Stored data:
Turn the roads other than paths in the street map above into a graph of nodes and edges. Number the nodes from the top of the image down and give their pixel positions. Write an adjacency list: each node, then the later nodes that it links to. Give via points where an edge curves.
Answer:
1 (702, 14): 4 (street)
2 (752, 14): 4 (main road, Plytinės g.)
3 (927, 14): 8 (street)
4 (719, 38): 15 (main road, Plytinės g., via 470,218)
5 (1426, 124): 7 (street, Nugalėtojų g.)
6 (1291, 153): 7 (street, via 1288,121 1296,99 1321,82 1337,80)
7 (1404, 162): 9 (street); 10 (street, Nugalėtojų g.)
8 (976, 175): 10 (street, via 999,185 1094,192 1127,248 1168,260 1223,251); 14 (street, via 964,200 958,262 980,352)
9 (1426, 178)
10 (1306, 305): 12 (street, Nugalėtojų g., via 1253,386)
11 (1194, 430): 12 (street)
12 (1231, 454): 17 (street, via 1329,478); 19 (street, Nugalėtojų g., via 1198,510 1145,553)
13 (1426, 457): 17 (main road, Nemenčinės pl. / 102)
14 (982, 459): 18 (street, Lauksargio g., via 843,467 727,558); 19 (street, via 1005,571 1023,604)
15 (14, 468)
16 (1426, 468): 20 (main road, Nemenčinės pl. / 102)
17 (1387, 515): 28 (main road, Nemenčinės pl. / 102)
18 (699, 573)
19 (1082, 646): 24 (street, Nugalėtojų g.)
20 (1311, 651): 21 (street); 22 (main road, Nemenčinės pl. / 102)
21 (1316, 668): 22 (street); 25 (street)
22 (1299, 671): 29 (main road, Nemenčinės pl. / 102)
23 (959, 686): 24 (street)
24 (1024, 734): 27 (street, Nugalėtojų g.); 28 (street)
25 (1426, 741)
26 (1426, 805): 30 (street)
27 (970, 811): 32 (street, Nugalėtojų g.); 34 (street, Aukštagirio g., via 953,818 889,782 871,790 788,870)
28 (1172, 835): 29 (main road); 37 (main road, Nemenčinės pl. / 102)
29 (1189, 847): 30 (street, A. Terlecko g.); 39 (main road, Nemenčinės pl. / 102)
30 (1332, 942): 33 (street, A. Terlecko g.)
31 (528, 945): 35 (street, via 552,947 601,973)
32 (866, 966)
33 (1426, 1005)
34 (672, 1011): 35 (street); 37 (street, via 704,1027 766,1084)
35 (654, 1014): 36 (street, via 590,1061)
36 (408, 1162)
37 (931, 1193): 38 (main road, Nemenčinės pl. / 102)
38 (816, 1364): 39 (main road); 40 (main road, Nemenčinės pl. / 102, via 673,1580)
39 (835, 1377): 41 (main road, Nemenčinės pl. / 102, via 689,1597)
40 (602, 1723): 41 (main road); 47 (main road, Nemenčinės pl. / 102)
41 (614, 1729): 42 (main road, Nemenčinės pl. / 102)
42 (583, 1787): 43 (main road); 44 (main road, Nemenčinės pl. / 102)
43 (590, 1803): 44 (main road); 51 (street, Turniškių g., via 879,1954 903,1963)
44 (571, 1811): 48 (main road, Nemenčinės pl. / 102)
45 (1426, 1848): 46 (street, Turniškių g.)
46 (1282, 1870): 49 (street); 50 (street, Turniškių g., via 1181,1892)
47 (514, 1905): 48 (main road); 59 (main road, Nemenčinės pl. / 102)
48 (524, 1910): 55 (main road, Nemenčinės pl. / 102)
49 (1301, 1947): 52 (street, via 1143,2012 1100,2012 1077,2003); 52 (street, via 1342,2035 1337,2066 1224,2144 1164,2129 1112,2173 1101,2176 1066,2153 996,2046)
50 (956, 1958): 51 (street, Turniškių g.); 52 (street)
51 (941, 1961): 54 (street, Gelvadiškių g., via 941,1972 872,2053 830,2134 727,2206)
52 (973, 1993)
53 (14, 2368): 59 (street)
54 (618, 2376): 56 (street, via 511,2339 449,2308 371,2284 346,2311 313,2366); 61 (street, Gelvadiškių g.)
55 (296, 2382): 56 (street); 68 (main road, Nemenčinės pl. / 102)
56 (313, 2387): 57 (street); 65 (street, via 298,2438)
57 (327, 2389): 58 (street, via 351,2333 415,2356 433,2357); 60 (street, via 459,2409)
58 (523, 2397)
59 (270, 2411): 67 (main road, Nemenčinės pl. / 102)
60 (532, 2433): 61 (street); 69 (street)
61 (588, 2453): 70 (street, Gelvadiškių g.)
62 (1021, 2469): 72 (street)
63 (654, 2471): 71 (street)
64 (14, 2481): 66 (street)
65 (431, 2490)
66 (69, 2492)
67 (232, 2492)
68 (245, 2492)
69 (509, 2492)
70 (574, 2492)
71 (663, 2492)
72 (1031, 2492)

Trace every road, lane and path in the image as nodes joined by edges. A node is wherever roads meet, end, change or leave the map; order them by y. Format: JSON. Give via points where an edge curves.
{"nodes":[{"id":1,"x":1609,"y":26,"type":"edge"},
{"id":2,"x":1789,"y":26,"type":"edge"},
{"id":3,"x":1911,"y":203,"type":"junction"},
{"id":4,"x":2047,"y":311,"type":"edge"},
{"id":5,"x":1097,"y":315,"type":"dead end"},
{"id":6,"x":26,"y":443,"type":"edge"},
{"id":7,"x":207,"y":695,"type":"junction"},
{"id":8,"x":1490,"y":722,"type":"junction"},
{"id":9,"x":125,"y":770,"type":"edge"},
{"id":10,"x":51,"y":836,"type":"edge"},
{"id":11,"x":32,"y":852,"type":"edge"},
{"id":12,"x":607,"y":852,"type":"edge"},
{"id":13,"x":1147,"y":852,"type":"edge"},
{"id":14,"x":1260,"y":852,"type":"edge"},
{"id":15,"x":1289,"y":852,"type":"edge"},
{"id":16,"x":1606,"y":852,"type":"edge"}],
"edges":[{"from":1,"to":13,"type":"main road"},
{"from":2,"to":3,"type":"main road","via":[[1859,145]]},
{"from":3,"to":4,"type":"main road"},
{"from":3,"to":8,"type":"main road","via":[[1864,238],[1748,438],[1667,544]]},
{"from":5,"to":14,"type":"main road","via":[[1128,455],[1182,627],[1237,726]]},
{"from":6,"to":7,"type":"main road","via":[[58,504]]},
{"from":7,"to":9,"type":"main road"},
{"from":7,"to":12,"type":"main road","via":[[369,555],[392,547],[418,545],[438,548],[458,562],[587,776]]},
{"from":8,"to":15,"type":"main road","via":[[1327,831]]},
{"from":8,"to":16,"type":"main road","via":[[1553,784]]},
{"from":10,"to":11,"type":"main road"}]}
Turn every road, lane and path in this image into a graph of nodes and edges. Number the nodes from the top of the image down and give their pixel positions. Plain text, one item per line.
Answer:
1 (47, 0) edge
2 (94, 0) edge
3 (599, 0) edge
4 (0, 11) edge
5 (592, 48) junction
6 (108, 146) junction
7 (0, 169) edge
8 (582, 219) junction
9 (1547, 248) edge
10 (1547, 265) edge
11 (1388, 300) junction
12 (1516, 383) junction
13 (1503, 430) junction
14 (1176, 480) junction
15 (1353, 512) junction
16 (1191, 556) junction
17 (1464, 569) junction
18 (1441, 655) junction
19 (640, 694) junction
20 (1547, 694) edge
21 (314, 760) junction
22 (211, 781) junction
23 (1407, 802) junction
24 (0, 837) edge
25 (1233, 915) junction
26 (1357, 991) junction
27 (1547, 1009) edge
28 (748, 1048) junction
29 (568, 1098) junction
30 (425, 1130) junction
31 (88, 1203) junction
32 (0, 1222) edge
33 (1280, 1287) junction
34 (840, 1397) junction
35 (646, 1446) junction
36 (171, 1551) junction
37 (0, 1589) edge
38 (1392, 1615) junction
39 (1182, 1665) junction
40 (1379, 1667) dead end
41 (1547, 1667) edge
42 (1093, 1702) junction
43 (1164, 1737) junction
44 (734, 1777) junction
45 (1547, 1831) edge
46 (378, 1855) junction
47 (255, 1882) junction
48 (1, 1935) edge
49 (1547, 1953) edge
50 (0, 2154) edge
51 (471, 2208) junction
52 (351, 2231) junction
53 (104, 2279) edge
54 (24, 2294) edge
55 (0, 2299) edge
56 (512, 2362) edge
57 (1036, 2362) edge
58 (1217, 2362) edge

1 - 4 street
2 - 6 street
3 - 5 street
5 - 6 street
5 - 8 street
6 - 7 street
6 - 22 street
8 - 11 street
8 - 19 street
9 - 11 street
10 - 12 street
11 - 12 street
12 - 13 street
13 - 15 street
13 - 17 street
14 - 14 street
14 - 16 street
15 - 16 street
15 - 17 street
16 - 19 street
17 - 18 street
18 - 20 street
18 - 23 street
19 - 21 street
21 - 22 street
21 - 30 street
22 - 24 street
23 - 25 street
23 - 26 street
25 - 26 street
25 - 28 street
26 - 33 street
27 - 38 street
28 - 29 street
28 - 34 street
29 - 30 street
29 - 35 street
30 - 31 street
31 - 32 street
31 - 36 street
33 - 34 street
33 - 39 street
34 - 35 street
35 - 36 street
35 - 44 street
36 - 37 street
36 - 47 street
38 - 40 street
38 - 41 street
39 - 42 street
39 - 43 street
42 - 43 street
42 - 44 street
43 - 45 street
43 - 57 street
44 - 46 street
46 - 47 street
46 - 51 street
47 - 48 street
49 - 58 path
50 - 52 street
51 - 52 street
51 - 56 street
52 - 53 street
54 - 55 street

WHAT THE TASK REQUIRES: Write out every line from the entries where "dead" appears.

WRITTEN REPLY:
{"id":5,"x":1097,"y":315,"type":"dead end"},
40 (1379, 1667) dead end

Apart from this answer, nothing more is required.